Sweden’s atomic program, modest compared to the great powers’, included two large cyclotrons. Both would be built with private capital, including funds from the Rockefeller Foundation. Both would be built in underground laboratories.
Cyclotrons were not all. Sweden was obviously planning to build a uranium-plutonium pile, for Parliament had been asked to appropriate $1 million for high-purity graphite, heavy water and other pile materials. No uranium had been mined as yet, but fairly large deposits had been found in central Sweden. They were low grade, containing less than half a pound of uranium per ton of ore. Swedish uranium would be expensive, but cost might be no barrier if richer deposits in luckier countries were kept away from the open market.
Some Swedes dreamed of organizing an atomic cooperative among the Scandinavian countries. Sweden had uranium. Norway had heavy water and abundant electric energy. Denmark had Nobel Prizewinner Nils Bohr, one of the greatest living atom experts. Bohr had worked with the Manhattan Project, and no doubt knew many of its secrets. Swedish scientists stated emphatically that they were not interested in atomic bombs. Besides advancing pure science, they were aiming at industrial, technical, and medical uses of atomic energy.

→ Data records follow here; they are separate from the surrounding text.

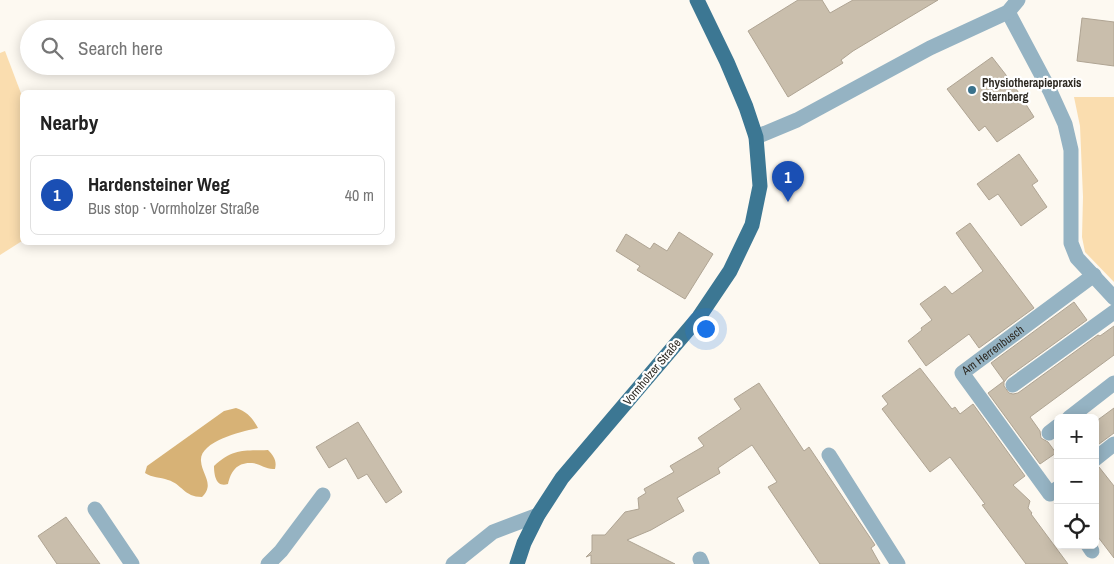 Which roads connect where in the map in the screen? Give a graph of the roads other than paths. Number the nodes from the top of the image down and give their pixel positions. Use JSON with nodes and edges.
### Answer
{"nodes":[{"id":1,"x":697,"y":0,"type":"edge"},
{"id":2,"x":1012,"y":4,"type":"edge"},
{"id":3,"x":756,"y":137,"type":"junction"},
{"id":4,"x":1094,"y":275,"type":"junction"},
{"id":5,"x":1114,"y":298,"type":"edge"},
{"id":6,"x":1114,"y":312,"type":"edge"},
{"id":7,"x":1114,"y":383,"type":"edge"},
{"id":8,"x":1013,"y":385,"type":"dead end"},
{"id":9,"x":1073,"y":414,"type":"edge"},
{"id":10,"x":1114,"y":444,"type":"edge"},
{"id":11,"x":830,"y":455,"type":"dead end"},
{"id":12,"x":1099,"y":456,"type":"edge"},
{"id":13,"x":323,"y":495,"type":"dead end"},
{"id":14,"x":1054,"y":495,"type":"edge"},
{"id":15,"x":95,"y":509,"type":"dead end"},
{"id":16,"x":538,"y":515,"type":"junction"},
{"id":17,"x":132,"y":564,"type":"edge"},
{"id":18,"x":268,"y":564,"type":"edge"},
{"id":19,"x":453,"y":564,"type":"edge"},
{"id":20,"x":517,"y":564,"type":"edge"},
{"id":21,"x":898,"y":564,"type":"edge"}],
"edges":[{"from":1,"to":3,"type":"main road","name":"Vormholzer Straße"},
{"from":2,"to":3,"type":"street"},
{"from":2,"to":4,"type":"street"},
{"from":3,"to":16,"type":"main road","name":"Vormholzer Straße"},
{"from":4,"to":5,"type":"street"},
{"from":4,"to":14,"type":"street","name":"Am Herrenbusch"},
{"from":6,"to":8,"type":"street"},
{"from":7,"to":9,"type":"street"},
{"from":10,"to":12,"type":"street"},
{"from":11,"to":21,"type":"street"},
{"from":13,"to":18,"type":"street"},
{"from":15,"to":17,"type":"street"},
{"from":16,"to":19,"type":"street"},
{"from":16,"to":20,"type":"main road","name":"Vormholzer Straße"}]} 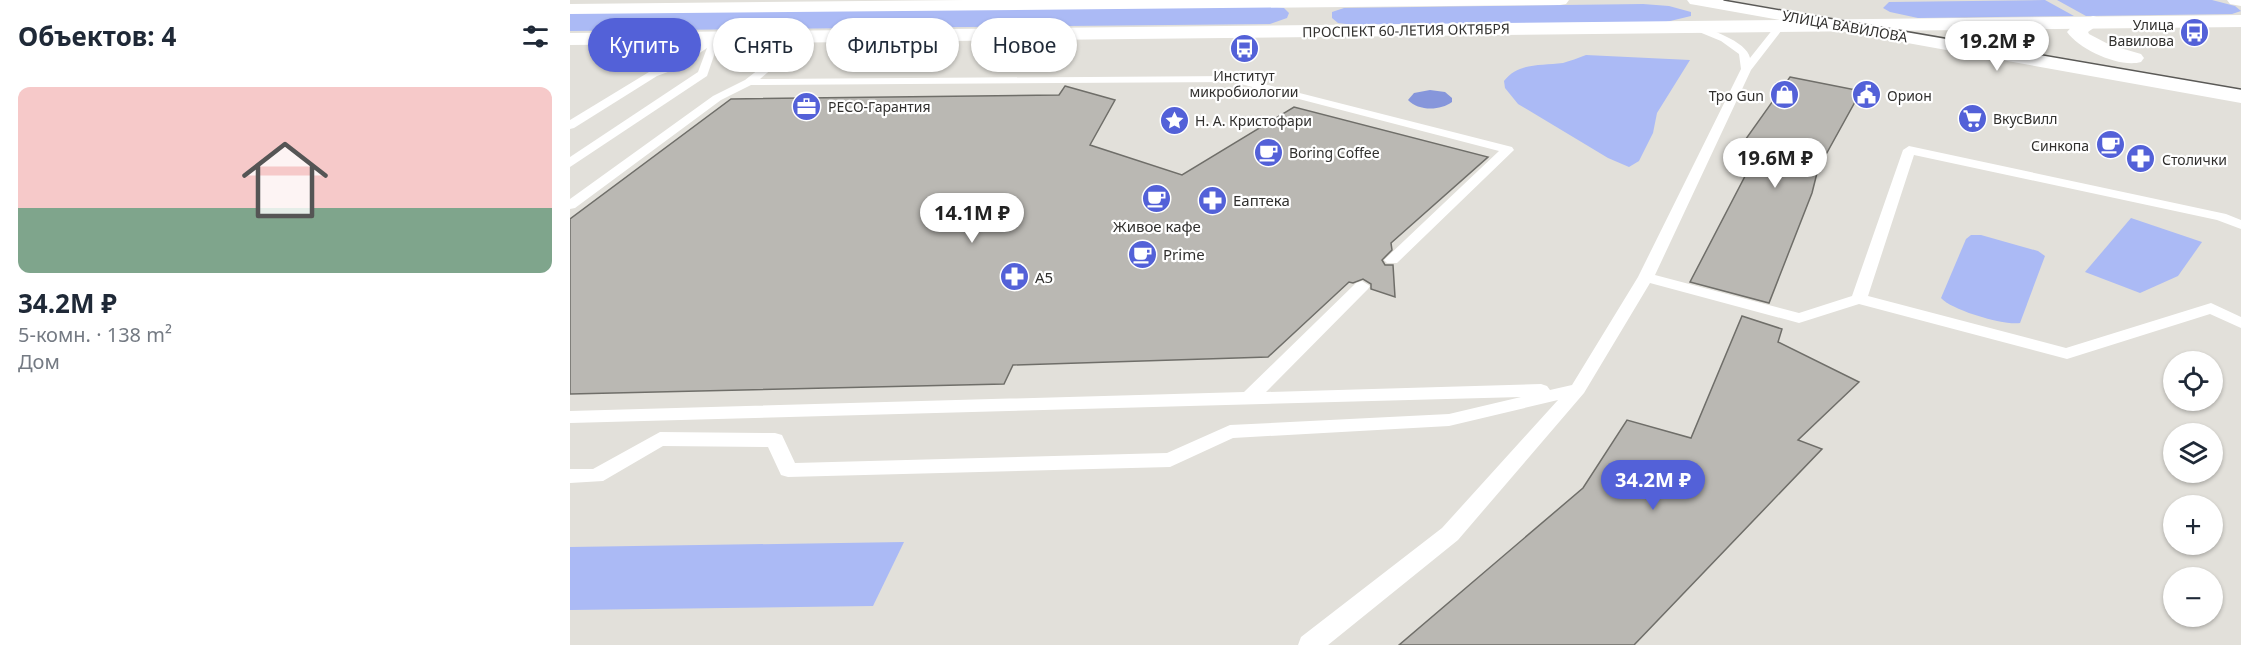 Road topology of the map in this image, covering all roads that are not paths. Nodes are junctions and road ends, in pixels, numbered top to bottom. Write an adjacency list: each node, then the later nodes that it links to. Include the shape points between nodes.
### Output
1 (1543, 0): 2 (main road, ПРОСПЕКТ 60-ЛЕТИЯ ОКТЯБРЯ); 7 (main road, ПРОСПЕКТ 60-ЛЕТИЯ ОКТЯБРЯ)
2 (1560, 0)
3 (1696, 0): 11 (main road, УЛИЦА ВАВИЛОВА)
4 (1786, 0): 10 (main road, УЛИЦА ВАВИЛОВА)
5 (2236, 0): 6 (main road)
6 (2241, 2)
7 (570, 9)
8 (2241, 21): 9 (main road, ПРОСПЕКТ 60-ЛЕТИЯ ОКТЯБРЯ)
9 (2093, 22): 10 (main road, ПРОСПЕКТ 60-ЛЕТИЯ ОКТЯБРЯ); 19 (main road, via 2077,32 2082,39)
10 (1929, 24): 11 (main road, ПРОСПЕКТ 60-ЛЕТИЯ ОКТЯБРЯ); 19 (main road, УЛИЦА ВАВИЛОВА)
11 (1840, 25): 12 (main road, ПРОСПЕКТ 60-ЛЕТИЯ ОКТЯБРЯ); 24 (main road, УЛИЦА ВАВИЛОВА)
12 (1780, 26): 13 (main road, ПРОСПЕКТ 60-ЛЕТИЯ ОКТЯБРЯ); 20 (lane)
13 (1692, 27): 14 (main road, ПРОСПЕКТ 60-ЛЕТИЯ ОКТЯБРЯ); 20 (lane, via 1724,39 1744,53)
14 (814, 37)
15 (713, 38): 16 (main road, ПРОСПЕКТ 60-ЛЕТИЯ ОКТЯБРЯ)
16 (570, 39)
17 (713, 39): 25 (lane)
18 (713, 44): 26 (lane, via 703,75)
19 (2134, 58): 22 (main road, УЛИЦА ВАВИЛОВА)
20 (1746, 69): 30 (lane)
21 (761, 72): 23 (lane)
22 (2241, 76)
23 (749, 82): 27 (lane, via 717,98); 29 (lane, via 1233,79 1508,150)
24 (2241, 96)
25 (570, 124)
26 (570, 163)
27 (570, 206)
28 (2241, 225): 32 (lane, via 2221,217 1909,150)
29 (1392, 260)
30 (1646, 277): 32 (lane, via 1799,318); 34 (lane)
31 (1362, 286): 35 (lane)
32 (1859, 299): 33 (lane, via 2067,354 2211,308)
33 (2241, 323)
34 (1578, 389): 35 (lane); 37 (lane, via 1449,420 1230,432 1170,460 788,470 775,440 660,439 596,476); 38 (lane, via 1450,534)
35 (1249, 398): 36 (lane)
36 (570, 417)
37 (570, 476)
38 (1310, 645)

U.S. nuclear physicists heard wistfully about their untrammelled Swedish colleagues. Sweden, they mused last week, might be a fine place to work. Some of them thought that refugee scientists from Axis countries, who played so important a part in the Manhattan Project, might move on to Sweden in search of professional freedom. If they did, the little Scandinavian country might become an important factor in the world’s atomic affairs.